Offshore partnerships

Despite the early successes of its strategic partnership with Nordex, Innogy does not plan to enter a similar arrangement for its offshore wind business, Paul Cowling, the segment's director told Windpower Monthly.

"We would look at collaboration more on a project-by-project basis," he said.

Offshore, Innogy has historically taken on multiple financial partners for large projects.

It reached financial close on its Triton Knoll project after Japanese investment last August completed the £2 billion (€2.23 billion) finance package.

Previously, Innogy developed the 4.8GW Dogger Bank zone off the UK’s east coast in the Forewind consortium alongside Statoil (now Equinor), Statkraft and SSE, prior to the group’s split in August 2017.

Innogy is now developing its slice of the zone as the 1.2GW Sofia project — named after a character, also known as Wind Dancer, from Marvel Comics’ X-Men series, according to the company’s communications staff.

It will submit its supply chain plans to the government in early February and intends to enter the project in the UK’s next CfD auction later this year.

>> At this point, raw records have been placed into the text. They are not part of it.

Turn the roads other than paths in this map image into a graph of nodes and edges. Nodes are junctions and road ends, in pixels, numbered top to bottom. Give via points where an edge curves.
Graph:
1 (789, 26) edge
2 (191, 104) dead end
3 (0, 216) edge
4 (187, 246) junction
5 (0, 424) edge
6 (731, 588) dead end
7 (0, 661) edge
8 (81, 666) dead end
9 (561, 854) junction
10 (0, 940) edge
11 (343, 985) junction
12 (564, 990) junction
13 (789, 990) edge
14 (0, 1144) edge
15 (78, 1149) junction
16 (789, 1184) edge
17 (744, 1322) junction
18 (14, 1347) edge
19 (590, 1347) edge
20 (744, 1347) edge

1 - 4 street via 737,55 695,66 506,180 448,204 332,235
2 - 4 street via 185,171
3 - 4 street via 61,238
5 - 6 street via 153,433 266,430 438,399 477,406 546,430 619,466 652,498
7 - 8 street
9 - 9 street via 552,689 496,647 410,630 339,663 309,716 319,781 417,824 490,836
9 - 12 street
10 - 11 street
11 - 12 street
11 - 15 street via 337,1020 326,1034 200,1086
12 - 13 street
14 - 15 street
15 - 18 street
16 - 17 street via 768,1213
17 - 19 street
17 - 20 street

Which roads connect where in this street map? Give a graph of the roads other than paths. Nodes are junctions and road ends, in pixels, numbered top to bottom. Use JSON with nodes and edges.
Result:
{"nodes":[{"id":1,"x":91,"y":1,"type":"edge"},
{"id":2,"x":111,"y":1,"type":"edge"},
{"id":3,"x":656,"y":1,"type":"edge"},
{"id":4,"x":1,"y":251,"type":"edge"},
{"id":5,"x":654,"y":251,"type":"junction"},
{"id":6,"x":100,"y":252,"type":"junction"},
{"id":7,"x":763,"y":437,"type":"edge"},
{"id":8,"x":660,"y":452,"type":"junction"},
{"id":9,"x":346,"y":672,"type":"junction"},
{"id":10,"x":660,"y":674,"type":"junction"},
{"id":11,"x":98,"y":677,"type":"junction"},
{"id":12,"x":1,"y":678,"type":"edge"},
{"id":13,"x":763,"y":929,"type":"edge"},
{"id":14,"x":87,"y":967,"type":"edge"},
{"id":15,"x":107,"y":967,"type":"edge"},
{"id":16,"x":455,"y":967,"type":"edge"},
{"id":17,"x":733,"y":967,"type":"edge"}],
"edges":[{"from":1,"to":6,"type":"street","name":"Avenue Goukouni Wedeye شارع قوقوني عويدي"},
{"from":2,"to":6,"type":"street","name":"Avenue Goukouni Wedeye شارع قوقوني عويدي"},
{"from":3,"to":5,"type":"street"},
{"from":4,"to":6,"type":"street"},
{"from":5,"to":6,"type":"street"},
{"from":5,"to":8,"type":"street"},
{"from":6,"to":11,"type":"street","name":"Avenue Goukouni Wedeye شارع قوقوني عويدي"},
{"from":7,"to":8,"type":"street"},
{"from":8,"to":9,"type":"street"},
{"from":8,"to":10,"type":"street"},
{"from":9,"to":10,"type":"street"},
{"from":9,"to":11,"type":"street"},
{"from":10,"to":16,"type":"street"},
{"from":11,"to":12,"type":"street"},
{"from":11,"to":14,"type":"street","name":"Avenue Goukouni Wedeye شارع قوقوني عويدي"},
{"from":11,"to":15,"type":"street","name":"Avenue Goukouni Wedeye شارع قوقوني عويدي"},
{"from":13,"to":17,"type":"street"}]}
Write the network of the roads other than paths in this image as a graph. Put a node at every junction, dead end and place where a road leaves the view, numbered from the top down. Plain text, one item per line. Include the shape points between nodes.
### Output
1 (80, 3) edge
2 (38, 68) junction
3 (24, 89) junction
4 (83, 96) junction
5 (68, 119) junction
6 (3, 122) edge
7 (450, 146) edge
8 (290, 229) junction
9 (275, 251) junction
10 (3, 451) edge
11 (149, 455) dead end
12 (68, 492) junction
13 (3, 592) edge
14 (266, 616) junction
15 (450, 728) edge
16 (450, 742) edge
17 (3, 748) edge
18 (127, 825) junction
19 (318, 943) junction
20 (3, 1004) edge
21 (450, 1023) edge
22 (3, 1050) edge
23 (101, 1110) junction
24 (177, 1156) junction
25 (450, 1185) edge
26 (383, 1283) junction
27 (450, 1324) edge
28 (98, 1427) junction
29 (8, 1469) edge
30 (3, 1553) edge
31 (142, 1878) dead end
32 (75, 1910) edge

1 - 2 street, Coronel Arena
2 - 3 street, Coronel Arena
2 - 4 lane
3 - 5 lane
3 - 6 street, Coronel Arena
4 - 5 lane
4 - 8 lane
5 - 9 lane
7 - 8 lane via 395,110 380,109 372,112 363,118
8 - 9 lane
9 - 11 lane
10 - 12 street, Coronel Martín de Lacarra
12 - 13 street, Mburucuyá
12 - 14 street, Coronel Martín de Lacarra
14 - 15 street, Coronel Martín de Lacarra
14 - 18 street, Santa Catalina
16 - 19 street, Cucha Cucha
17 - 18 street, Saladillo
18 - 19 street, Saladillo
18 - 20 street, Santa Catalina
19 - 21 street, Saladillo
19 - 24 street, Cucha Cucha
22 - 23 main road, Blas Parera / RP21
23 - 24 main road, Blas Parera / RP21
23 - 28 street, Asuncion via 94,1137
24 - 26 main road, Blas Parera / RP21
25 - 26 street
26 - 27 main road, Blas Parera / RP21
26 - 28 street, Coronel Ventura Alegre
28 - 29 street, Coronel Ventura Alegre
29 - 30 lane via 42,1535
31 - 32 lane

Cowling said he would expect a similar a similar investment model to Triton Knoll — solely developing the project to a successful bid before bringing in investment partners — for Sofia.

Bünting added: "It’s about de-risking the balance sheet — not having a £4 billion investment in one place. Through refinancing you can optimise your cost of capital, which is also part of the LCOE."

Partnerships with other companies could be crucial as Innogy looks to enter nascent offshore wind markets.

The developer plans to enter France’s upcoming auction for the Dunkirk offshore wind site in consortium with French developer EDF Energies Nouvelles and Canadian energy infrasturcture company Enbridge, it confirmed.

And, as Warsaw moves its attention from onshore to offshore wind (10GW by 2040, according to the government's draft 2040 energy strategy), a relationship with state utility PGE could prove beneficial, Cowling said.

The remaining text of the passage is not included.